Kemajuan dibidang politik luar negeri pada era Sultan
Iskandar Muda, salah satunya yaitu Aceh yang bergaul dengan Turki, Inggris,
Belanda dan Perancis. Ia pernah mengirimkan utusannya ke Turki dengan
memberikan sebuah hadiah lada sicupak atau lada sekarung, lalu dibalas dengan
kesultanan Turki dengan memberikan sebuah meriam perang dan bala tentara, untuk
membantu Kerajaan Aceh dalam peperangan. Bahkan pemimpin Turki mengirimkan
sebuah bintang jasa pada sultan Aceh (Harry Kawilarang, 2008: 21-22)
Dalam
lapangan pembinaan kesusasteraan dan ilmu agama, Aceh telah melahirkan beberapa
ulama ternama, yang karangan mereka menjadi rujukan utama dalam bidang
masing-masing, seperti Hamzah Fansuri dalam bukunya Tabyan Fi Ma'rifati al-U Adyan, Syamsuddin al-Sumatrani dalam bukunya Mi'raj al-Muhakikin al-Iman, Nuruddin Al-Raniri dalam bukunya Sirat
al-Mustaqim,
dan Syekh Abdul Rauf Singkili dalam bukunya Mi'raj al-Tulabb Fi Fashil (http://ridwanaz.com/umum/sejarah/sejarah-kerajaan-aceh-pada-masa-kejayaan-dan-keruntuhannya/)

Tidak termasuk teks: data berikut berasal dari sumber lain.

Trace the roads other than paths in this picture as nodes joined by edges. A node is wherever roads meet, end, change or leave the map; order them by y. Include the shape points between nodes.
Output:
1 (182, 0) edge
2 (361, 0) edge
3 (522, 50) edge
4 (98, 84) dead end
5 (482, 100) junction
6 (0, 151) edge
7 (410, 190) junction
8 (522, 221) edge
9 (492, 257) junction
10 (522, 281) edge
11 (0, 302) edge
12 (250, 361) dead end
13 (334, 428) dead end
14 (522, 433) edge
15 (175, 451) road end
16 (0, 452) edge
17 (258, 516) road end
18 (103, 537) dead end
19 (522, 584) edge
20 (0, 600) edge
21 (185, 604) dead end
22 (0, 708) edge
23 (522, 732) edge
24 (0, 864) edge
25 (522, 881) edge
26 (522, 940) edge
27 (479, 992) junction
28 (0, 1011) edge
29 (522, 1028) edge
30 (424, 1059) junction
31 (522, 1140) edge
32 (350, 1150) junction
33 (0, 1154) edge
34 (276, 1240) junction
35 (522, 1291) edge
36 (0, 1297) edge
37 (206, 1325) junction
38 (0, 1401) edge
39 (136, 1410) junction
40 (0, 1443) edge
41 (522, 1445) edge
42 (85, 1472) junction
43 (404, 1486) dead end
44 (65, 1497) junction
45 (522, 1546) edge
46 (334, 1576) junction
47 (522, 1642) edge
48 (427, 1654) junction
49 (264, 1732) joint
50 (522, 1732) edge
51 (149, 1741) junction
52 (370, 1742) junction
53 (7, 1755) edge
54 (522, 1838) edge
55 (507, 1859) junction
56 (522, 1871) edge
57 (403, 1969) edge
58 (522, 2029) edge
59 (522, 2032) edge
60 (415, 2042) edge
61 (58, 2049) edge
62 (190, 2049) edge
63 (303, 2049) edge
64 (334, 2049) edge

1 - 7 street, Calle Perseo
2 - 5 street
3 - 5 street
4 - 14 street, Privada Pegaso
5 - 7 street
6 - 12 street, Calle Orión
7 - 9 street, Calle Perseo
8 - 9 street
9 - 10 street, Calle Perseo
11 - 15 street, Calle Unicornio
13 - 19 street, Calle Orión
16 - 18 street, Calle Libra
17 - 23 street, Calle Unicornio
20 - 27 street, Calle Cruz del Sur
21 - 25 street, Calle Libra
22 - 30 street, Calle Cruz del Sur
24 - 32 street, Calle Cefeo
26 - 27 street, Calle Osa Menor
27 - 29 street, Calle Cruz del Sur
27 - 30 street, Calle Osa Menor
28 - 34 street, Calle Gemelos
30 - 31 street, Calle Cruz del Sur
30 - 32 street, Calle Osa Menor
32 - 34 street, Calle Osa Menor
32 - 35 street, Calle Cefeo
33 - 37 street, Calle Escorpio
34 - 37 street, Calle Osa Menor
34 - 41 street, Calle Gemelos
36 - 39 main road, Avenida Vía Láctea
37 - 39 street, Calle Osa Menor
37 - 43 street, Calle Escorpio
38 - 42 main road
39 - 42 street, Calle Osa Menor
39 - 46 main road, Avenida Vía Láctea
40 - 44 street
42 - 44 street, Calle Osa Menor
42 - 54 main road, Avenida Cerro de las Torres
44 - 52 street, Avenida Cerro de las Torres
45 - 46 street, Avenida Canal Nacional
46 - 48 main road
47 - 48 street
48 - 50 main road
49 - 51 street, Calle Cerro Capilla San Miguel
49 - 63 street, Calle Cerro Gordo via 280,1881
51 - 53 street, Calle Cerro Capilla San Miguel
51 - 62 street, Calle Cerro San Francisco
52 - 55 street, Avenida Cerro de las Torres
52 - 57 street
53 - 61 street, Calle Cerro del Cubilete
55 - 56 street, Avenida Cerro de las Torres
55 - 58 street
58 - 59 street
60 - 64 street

Dalam hubungan ekonomi-perdagangan dengan Mesir,
Turki, Arab, juga dengan Perancis, Inggris, Afrika, India, Cina, dan Jepang.
Komoditas-komoditas yang diimpor antara lain: beras, guci, gula (sakar), sakar
lumat, anggur, kurma, timah putih dan hitam, besi, tekstil dari katun, kain
batik mori, pinggan dan mangkuk, kipas, kertas, opium, air mawar, dan lain-lain
yang disebut-sebut dalam Kitab Adat Aceh.
Komoditas yang diekspor dari Aceh sendiri antara lain kayu cendana, saapan,
gandarukem (resin), damar, getah perca, obat-obatan (Poesponegoro: 2010, 31)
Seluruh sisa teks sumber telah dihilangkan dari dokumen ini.